IV. “The human race needs to start thinking about who is going to support us in our old age.” (Taking Care of God)
With a more playful tone and a sense of humour, Xia Jia’s “Tongtong’s Summer” and Liu Cixin’s “Taking Care of God” both explore themes of old age and filial duty. After an accident, Tongtong’s grandfather comes to live in her house and her parents bring home a prototype robot, Ah Fu, to be his carer. Tongtong discovers that Ah Fu is not a real robot but operated virtually by Wang, a volunteer student involved in developing the new technology. Grandpa, however, is beyond his time: he has the idea of operating Ah Fu himself to look after his ill friend, then uses Ah Fu to continue his clinic work to treat the elderly. It leads to something of a social revolution. Old people begin using Ah Fu to continue their hobbies: “No one had imagined that Ah Fu could be put to all these uses. No one had thought that men and women in their seventies and eighties could still be so creative and imaginative.” Xia Jia highlights the way we underestimate and infantilize the elderly. Of course, they have reduced motor abilities; however, there is a tendency, especially in the West, to box the elderly away in care homes without a desire to think of nurturing alternatives. Grandpa falls ill again and Tongtong, who once resented his foul mood and interference, now appreciates the limited time she has with him. “Tongtong’s Summer” is an extremely moving ode to the older generation and a reminder to us all to think of our own loved ones.
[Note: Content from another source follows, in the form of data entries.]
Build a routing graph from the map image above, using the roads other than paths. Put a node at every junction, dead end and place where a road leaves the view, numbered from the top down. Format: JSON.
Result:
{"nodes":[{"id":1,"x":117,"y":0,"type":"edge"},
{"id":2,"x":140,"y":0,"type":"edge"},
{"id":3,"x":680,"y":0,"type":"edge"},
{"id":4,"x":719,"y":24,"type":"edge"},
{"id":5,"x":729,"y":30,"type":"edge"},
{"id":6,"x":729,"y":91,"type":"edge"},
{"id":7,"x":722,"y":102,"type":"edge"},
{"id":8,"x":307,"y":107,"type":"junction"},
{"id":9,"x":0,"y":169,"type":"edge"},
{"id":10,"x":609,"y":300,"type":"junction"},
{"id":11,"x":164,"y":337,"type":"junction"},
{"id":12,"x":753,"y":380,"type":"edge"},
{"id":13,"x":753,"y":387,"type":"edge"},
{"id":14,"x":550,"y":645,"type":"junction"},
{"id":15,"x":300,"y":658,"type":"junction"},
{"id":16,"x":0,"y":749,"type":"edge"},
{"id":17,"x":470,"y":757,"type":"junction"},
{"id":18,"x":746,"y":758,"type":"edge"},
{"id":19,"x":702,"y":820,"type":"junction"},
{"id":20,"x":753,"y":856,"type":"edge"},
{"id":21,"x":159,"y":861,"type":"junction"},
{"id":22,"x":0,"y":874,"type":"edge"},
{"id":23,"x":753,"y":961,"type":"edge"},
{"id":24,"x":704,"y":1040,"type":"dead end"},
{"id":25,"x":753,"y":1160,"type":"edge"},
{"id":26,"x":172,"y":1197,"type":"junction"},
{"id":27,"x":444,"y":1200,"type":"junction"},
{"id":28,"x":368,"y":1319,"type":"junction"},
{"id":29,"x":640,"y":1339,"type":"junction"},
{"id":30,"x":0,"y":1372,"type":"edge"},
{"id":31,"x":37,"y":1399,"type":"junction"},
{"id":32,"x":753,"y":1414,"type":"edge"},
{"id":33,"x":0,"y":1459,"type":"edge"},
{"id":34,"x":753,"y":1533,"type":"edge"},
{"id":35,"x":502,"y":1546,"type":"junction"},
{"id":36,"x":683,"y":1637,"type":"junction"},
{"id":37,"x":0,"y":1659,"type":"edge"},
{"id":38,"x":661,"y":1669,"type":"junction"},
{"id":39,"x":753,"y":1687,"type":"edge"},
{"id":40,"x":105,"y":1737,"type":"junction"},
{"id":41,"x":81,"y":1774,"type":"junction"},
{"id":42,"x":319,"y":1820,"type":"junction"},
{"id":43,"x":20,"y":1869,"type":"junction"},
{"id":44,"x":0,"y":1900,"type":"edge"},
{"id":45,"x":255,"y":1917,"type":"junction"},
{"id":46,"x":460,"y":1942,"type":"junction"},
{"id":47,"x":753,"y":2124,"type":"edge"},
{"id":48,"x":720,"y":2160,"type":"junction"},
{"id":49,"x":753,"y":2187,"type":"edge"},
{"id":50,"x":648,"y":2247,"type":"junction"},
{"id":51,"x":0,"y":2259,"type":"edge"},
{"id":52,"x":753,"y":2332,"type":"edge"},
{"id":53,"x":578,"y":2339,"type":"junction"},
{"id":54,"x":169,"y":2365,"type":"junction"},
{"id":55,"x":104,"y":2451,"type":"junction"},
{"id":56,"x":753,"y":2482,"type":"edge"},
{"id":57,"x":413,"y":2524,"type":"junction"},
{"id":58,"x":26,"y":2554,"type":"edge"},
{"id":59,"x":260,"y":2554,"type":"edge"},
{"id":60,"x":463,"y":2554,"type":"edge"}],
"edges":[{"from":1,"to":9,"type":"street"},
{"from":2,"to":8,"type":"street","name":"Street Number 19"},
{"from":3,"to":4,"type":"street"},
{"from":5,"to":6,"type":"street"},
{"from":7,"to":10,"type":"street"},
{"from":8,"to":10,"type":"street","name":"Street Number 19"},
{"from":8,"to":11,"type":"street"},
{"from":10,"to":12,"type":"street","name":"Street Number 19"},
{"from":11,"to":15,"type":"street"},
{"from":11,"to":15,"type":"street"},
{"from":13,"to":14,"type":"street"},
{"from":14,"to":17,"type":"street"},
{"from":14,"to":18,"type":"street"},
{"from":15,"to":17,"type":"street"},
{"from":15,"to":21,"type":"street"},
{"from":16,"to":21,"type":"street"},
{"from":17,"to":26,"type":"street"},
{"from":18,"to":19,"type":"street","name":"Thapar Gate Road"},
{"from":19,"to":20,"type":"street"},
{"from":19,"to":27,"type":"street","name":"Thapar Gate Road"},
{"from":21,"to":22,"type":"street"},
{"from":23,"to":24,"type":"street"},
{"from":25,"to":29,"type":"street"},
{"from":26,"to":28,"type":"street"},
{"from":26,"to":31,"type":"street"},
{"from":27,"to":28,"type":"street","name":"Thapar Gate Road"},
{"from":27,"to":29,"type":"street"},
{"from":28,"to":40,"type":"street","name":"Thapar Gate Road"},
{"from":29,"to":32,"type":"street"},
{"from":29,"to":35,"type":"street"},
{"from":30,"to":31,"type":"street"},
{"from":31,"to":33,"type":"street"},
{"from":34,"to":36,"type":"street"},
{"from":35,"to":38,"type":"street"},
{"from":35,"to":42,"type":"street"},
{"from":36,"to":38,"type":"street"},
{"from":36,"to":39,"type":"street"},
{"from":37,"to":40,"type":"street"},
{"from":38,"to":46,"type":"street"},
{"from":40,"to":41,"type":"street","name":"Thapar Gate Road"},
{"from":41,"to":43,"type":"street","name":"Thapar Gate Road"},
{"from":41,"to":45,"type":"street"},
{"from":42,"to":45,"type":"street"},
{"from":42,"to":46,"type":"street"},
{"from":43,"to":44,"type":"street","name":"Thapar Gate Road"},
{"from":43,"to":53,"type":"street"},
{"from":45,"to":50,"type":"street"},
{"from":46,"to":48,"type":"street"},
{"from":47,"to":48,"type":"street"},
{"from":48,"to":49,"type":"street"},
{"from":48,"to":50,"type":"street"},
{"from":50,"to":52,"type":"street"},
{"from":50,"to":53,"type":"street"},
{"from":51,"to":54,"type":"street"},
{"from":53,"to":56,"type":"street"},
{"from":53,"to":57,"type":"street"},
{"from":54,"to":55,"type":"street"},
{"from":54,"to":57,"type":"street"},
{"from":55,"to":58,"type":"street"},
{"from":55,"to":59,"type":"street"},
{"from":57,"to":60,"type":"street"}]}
“Taking Care of God” continues this theme of filial duty, spotlighting the flip side, neglect, abuse and pity. Liu Cixin presents us with a rather comical scenario of two billion Gods (the whole long white robes, hair and beard deal) landing on Earth wanting to spend their old age with their “children.” Every family is stipulated to look after their own God and provided a stipend. At first, the humans admire and honour their guests; however, when they realize the Gods are useless, their knowledge too advanced, and are essentially leaching resources, they become embittered and cruel. It’s the perfect metaphor for the way that older generations tend to be regarded as a drain on time and resources. In the end, the God civilization retreats not because of the abuse they experience at the hand of their “children” but because it can’t stand their pity, not with the knowledge of its own galactic achievements which are inconceivable to humans. Again, we are faced with a poignant parallel of the way we forget that the elderly are full of stories and have lived enriching lives long before we were alive. The God civilization’s chorus of “Sorry to be so much trouble. Sorry to be so much trouble” when asking humans for refuge is a particularly powerful and thought-provoking moment.
V.
Invisible Planets is a journey across time and space, traversing multiple imaginations and worlds. The stories bring you face to face with your own limitations and fears. They challenge, move and inspire – and in the words of the storyteller of “Invisible Planets,” they all leave you a little changed.
“When I am done telling these stories, when you’re done listening to these stories, I am no longer I, and you are no longer you. In this afternoon, we briefly merged into one. After this, you will always carry a bit of me, and I will always carry a bit of you, even if we both forget this conversation.” – Invisible Planets
[1] The collection also ends with three essays by Liu Cixin, Chen Qiufan and Xia Jia but this review will focus on the stories.